Philosophy and cultivating questioning
Philosophy for Children shows how philosophical questions can help the general population to cultivate lively questioning. In 2004, a kindergarten classroom highlighted how questions were strangely absent from the school environment and that a philosophy session was just what was needed to explore and cultivate the powers of questioning. From then on, doing philosophy sessions in a variety of settings (museums, schools and university, council training, etc) prove again and again how questions have a revolutionary impact for thinking processes.

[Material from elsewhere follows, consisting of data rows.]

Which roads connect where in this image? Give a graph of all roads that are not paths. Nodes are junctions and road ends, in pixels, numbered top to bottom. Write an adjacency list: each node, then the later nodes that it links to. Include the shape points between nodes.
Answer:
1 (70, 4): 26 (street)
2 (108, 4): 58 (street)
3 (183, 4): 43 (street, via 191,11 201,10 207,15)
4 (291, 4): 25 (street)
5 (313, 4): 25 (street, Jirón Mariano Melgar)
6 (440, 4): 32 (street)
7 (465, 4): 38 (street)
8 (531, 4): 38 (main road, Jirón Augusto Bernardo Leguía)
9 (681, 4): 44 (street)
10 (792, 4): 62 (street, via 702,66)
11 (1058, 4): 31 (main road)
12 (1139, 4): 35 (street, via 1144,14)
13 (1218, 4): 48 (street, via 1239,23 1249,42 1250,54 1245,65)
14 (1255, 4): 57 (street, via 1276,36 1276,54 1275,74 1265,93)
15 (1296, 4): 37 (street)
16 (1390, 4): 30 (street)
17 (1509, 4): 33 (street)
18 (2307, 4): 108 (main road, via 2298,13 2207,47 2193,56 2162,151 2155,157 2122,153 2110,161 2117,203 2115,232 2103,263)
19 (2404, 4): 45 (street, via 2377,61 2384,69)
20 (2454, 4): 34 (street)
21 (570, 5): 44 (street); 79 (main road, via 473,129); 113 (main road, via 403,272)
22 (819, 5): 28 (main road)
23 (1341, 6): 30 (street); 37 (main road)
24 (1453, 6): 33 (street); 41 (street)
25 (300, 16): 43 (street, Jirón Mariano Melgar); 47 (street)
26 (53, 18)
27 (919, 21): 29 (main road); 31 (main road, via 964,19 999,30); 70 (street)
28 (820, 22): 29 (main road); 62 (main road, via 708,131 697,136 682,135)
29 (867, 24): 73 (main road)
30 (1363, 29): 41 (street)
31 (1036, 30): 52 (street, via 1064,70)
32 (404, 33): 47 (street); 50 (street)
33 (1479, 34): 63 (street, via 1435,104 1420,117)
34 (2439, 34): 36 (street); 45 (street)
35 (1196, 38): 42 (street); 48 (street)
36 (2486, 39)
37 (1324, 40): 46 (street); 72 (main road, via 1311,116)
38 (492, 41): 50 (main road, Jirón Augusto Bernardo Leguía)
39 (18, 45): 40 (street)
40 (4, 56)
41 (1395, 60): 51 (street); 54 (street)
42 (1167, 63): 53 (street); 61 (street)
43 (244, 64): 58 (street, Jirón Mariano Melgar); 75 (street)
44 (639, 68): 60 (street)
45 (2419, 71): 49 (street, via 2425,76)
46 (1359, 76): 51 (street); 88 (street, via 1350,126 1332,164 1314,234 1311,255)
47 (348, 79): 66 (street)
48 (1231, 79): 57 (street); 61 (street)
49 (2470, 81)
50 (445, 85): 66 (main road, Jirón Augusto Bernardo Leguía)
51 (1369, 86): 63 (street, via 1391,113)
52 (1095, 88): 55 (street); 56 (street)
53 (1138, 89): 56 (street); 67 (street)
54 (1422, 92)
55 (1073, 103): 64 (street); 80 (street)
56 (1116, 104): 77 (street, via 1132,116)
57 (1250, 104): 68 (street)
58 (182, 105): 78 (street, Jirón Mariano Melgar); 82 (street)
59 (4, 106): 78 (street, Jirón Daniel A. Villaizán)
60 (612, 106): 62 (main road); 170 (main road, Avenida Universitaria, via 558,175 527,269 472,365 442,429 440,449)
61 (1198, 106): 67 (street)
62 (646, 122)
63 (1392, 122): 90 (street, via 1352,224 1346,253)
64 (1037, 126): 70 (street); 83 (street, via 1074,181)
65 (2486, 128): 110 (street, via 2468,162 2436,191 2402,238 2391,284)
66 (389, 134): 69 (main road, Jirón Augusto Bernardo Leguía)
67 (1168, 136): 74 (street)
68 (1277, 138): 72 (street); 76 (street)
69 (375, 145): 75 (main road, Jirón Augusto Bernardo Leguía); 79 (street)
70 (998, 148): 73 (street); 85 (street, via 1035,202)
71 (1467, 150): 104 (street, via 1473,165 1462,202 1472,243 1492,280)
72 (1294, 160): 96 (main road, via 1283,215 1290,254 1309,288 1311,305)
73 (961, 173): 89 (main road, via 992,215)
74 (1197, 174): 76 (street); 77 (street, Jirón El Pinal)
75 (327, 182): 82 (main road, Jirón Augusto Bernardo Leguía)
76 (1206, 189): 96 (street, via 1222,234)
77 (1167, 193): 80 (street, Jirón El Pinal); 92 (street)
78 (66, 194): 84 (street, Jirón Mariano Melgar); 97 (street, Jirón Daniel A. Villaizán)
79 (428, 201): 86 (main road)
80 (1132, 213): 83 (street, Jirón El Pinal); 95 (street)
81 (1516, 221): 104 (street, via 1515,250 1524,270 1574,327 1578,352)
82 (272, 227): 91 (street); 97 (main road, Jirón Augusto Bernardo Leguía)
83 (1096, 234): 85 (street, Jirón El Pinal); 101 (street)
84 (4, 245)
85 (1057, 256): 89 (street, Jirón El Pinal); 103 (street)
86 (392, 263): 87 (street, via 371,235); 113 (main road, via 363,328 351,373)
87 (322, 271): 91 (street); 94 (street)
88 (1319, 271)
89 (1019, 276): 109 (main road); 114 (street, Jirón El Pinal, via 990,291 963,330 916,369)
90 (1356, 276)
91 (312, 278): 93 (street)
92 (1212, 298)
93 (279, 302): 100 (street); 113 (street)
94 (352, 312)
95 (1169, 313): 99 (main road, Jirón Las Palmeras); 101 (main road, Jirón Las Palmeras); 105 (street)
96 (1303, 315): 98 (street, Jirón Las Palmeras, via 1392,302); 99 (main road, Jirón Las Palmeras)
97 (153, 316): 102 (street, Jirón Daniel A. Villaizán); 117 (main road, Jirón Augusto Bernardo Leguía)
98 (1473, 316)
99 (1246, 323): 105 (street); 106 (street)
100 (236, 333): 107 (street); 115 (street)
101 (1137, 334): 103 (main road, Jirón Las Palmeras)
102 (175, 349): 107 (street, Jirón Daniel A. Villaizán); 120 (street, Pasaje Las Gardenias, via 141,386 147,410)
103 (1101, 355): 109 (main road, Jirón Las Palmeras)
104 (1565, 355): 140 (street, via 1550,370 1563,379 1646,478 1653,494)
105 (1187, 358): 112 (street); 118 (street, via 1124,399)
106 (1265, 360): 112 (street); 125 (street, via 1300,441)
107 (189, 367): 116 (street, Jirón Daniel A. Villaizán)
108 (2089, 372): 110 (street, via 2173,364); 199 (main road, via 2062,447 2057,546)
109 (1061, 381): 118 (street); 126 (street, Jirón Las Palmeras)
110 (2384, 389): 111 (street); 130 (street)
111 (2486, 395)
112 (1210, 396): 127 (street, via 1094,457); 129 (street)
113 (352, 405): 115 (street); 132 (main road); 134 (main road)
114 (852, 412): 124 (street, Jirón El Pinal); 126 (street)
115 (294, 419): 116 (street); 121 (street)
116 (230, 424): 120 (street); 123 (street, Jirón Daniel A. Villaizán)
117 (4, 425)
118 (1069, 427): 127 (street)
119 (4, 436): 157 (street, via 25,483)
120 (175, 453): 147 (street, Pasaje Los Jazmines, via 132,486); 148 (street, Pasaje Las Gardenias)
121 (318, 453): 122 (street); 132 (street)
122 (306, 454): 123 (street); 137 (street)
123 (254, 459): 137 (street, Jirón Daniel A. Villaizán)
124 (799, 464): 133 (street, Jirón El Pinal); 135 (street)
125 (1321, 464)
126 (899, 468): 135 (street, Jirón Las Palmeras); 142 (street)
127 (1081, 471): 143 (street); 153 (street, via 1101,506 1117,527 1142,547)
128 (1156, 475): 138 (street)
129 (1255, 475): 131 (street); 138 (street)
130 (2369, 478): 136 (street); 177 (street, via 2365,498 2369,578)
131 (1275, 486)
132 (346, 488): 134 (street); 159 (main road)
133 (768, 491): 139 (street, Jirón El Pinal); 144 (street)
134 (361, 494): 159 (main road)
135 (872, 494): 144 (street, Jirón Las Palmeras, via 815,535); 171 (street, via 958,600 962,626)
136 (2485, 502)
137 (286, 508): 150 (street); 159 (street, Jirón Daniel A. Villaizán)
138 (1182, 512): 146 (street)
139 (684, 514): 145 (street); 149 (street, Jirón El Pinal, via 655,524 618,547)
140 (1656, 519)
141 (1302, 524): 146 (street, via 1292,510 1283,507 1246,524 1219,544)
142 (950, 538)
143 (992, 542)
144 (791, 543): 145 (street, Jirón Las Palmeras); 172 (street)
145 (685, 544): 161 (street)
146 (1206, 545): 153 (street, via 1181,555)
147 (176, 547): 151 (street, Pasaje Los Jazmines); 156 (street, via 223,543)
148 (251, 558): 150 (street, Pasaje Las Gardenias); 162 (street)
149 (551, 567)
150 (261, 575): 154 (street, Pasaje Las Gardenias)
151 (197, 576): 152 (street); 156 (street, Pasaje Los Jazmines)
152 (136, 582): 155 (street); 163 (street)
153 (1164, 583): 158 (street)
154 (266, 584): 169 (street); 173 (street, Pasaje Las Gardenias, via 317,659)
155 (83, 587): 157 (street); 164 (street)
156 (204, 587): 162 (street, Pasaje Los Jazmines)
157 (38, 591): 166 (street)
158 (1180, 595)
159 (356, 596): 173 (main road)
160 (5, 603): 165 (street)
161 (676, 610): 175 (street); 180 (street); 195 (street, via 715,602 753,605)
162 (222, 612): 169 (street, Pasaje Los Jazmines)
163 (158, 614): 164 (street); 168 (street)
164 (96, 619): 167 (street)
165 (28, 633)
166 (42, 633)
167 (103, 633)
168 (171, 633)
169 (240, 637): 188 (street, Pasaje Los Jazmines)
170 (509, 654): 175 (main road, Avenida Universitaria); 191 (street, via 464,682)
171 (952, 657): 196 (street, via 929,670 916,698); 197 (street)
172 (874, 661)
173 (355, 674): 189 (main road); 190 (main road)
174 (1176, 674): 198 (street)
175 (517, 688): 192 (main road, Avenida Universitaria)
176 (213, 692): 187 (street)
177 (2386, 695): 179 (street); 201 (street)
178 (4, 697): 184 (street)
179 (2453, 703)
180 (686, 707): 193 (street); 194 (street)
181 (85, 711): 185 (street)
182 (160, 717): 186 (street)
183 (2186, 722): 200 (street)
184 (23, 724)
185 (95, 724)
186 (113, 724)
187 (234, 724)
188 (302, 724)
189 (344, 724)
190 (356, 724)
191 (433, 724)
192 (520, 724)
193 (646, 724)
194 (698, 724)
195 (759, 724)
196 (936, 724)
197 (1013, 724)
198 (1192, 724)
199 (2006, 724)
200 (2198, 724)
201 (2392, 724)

Thinking philosophically supports creativity
Sessions which foster and promote philosophical thinking can become material to contribute to creative processes. When the choreographer Aldara Bizarro contacted me in 2007 to contribute to a performance (A preguiça Ataca?), we transferred the methodology invented by Matthew Lipman to contribute to artistic endeavours. This proved to be especially crucial for artistic projects that depended on collaborative thinking processes (Aldara Bizarro, Sombra; Companhia Caótica – Crevescer. Um thriller Existencial; Maria Gil (Teatro do Silêncio), Paradoxos de Alice; Sofia Cabrita (Cepa Torta), Como Assim?).
Philosophical writing and thinking
Finally, dissemination of philosophical research revealed how philosophical writing can be an important part of improving thinking in general. Writing is often taken as an activity in which one puts down the thinking that was done previously. Yet, there is an important part of thinking that is given by the very process of writing. Philosophy is ideal to practice expository, critical, analytic, evaluative, and creative writing skills in connection to thinking abilities because writing is essential for philosophical research.
Purposely designed philosophical writing exercises are ideal to promote everyone’s ability to think more deeply because they help people phrase questions, explore ideas, logically follow an argument, identify problems, and work out thought-provoking objections.
To summarise, philosophy promotes rigorous thinking by providing people opportunities for revising thinking both in dialogue and in writing, revealing the complexity of thought processes which often surprise even their own authors.